Fig. 5: Code Performance for all Transformations

#### REFERENCES

- [1] F. Cathoor, S. Wuytack et al., *Custom Memory Management Methodology*, Kluwer Academic Publishers, Boston 1998.
- [2] A. Chandrakasan and R. Brodersen, “*Low Power Digital CMOS Design*”, Kluwer Academic Publishers, Boston, 1995
- [3] S. Wuytack, J.-P. Diguet, F. Cathoor, “Formalized Methodology for Data Reuse Exploration for Low-Power Hierarchical Memory Mappings”, *IEEE Trans. on VLSI Systems*, vol. 6, No. 4, pp. 529-537, Dec. 1998.
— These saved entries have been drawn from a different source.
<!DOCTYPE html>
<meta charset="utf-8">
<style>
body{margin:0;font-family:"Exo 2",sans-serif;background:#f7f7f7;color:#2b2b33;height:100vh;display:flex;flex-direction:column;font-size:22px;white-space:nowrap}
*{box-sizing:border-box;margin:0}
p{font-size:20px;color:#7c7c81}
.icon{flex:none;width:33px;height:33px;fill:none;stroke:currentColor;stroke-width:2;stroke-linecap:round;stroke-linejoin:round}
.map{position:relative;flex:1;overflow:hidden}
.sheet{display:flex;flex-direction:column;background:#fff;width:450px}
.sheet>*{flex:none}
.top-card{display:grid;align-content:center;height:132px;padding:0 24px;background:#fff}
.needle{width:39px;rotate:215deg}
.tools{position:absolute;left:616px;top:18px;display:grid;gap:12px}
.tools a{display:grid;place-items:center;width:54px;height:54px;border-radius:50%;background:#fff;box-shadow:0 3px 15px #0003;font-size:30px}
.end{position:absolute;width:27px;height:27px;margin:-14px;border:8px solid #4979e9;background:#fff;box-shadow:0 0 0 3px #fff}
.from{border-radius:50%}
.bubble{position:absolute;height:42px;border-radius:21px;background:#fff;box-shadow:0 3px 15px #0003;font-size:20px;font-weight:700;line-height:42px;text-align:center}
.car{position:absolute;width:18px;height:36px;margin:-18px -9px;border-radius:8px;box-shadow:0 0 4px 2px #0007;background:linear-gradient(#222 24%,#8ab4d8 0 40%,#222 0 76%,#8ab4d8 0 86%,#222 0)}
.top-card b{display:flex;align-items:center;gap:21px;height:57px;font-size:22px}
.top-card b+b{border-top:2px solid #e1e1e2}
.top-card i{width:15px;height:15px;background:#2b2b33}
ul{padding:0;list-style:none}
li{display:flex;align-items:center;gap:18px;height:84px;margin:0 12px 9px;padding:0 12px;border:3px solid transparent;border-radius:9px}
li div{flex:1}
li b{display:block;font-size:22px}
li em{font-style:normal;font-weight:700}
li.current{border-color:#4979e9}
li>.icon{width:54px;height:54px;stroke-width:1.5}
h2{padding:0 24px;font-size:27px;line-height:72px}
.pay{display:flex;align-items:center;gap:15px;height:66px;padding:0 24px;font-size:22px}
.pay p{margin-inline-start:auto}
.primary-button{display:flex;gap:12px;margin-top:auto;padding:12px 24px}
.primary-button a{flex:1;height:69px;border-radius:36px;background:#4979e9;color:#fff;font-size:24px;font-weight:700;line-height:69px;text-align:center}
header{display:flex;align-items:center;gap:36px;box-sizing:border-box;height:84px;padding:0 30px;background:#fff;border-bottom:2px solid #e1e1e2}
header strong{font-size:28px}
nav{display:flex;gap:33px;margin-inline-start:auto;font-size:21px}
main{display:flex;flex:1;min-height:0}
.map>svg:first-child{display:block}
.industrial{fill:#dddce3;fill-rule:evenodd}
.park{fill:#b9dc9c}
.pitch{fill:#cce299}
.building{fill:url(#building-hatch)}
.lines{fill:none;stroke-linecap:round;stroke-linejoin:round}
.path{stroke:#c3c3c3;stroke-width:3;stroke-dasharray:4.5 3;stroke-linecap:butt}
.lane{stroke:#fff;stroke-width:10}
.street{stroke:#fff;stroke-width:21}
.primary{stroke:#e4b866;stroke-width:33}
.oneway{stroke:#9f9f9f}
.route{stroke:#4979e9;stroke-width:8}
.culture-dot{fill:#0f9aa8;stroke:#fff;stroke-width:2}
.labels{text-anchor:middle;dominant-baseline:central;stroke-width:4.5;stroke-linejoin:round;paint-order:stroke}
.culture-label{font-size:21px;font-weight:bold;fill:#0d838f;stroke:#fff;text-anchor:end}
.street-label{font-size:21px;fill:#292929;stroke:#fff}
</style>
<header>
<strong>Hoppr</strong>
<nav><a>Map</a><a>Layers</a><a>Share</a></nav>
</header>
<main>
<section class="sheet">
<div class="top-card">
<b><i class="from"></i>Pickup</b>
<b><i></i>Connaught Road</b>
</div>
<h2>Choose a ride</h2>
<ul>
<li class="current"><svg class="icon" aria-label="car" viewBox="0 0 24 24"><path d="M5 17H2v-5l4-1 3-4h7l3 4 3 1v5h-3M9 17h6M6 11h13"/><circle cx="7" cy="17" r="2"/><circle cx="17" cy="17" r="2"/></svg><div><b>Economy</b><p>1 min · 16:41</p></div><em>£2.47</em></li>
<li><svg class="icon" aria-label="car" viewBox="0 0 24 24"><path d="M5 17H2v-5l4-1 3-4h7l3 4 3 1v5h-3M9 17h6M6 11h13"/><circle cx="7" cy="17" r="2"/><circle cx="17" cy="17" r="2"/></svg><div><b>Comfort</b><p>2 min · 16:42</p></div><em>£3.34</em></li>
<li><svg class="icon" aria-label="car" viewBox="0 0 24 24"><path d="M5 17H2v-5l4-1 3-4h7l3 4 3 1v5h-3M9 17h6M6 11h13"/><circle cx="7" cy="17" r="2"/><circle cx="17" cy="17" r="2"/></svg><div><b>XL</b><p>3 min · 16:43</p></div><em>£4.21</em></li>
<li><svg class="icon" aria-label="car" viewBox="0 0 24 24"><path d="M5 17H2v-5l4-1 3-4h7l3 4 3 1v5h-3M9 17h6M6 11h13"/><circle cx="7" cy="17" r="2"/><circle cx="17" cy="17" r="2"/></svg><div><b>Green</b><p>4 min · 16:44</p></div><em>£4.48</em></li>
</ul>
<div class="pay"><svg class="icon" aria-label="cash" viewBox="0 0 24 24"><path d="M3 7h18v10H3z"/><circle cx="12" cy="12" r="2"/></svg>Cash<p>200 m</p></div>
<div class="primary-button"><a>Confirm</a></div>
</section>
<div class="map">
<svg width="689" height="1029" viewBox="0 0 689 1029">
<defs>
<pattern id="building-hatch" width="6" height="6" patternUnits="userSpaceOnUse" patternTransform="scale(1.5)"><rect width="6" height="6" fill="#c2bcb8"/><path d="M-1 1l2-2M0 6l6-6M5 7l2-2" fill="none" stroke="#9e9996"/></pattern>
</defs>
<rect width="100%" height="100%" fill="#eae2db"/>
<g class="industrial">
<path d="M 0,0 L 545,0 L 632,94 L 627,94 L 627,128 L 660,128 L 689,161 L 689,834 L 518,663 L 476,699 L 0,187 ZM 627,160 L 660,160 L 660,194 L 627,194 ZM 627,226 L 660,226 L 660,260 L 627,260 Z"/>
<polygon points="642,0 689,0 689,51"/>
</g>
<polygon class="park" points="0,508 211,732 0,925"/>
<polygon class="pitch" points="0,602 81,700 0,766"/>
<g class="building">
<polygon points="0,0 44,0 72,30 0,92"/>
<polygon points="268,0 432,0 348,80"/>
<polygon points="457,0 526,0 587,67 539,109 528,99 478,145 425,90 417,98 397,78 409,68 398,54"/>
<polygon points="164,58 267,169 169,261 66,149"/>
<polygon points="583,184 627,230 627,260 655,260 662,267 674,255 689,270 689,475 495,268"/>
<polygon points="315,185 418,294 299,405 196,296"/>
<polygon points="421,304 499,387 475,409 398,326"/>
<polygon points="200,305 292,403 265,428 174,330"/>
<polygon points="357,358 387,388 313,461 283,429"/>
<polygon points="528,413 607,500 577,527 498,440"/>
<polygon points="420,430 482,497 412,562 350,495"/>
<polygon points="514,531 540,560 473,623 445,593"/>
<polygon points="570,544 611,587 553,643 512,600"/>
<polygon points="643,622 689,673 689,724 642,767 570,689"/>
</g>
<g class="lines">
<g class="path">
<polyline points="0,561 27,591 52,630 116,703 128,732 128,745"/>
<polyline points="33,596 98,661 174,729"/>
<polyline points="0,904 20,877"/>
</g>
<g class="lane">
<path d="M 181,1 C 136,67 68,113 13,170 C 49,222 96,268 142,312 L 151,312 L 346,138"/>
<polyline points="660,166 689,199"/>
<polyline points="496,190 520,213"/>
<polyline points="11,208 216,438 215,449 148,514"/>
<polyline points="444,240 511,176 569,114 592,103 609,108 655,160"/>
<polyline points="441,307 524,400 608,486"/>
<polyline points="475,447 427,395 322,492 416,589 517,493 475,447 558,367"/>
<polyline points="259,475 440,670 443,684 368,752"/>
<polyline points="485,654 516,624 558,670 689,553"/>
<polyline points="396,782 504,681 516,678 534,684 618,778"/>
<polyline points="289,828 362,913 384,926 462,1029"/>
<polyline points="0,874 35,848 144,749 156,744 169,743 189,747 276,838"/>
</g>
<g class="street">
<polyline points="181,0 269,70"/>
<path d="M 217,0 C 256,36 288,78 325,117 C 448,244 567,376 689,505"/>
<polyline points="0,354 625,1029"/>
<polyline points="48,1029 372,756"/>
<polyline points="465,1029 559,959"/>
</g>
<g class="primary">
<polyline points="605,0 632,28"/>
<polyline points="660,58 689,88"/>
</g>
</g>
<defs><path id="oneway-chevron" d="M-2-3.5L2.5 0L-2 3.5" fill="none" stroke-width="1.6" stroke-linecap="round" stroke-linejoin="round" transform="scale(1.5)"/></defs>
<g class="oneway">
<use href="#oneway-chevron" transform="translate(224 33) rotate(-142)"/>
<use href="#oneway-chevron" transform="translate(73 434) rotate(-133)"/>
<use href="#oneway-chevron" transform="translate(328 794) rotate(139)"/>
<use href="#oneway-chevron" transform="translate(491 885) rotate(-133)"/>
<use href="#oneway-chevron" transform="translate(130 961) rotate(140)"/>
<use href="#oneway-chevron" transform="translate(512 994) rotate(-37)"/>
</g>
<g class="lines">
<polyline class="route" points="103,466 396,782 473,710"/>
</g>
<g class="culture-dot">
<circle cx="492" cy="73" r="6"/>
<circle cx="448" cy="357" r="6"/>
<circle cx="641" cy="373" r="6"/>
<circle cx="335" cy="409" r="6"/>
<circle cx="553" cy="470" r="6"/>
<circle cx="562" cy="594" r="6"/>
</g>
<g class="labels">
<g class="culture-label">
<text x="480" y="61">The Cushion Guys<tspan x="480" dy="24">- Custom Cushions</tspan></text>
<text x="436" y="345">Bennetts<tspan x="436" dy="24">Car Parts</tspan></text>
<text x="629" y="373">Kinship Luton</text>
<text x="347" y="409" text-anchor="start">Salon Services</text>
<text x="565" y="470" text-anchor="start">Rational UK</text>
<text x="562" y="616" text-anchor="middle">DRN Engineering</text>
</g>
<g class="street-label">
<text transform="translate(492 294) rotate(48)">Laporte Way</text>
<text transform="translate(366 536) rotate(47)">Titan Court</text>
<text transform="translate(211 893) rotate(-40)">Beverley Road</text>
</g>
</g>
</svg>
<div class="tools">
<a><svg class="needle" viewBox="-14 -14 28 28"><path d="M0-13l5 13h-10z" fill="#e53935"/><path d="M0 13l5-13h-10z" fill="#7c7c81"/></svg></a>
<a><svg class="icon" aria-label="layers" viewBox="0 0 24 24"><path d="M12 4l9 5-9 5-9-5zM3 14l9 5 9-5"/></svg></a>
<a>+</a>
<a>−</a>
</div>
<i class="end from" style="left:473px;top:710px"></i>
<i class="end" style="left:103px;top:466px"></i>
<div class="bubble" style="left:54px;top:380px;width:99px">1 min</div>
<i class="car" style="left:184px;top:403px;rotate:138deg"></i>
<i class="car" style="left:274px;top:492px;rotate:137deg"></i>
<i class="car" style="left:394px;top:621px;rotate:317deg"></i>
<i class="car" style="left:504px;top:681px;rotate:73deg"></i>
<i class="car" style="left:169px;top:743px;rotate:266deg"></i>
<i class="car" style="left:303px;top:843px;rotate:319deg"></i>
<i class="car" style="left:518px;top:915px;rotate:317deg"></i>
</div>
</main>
- [4] N. D. Zervas, K. Masselos and C.E. Goutis, “Data-Reuse Exploration for Low-Power Realization of Multimedia Applications on Embedded Cores”, Proc. of 9<sup>th</sup> Int. Workshop on Power and Timing Modeling, Optimization and Simulation (PATMOS’99), October 1999, pp. 71-80.
- [5] V. Bhaskaran, K. Konstantinides, *Image and Video Compression Standards: Algorithms and Architectures*, 2<sup>nd</sup> ed., Kluwer Academic Publishers.
- [6] D. Soudris et al, “Data-Reuse and Parallel Embedded Architectures for Low-Power, Real-Time Multimedia Applications”, Proc. of 10 Int. Workshop on Power and Timing Modeling, Optimization and Simulation (PATMOS’2000), September 2000.
- [7] ARM software development toolkit, v2.11, Copyright 1996-7, Advanced RISC Machines.
- [8] S. Kougia, A. Chatzigeorgiou, S. Nikolaidis, “Analytical Exploration of Power Efficient Data-Reuse Transformations on Multimedia Applications”, Proc. IEEE International Conference on Acoustics, Speech and Signal Processing (ICASSP’2001), May 2001.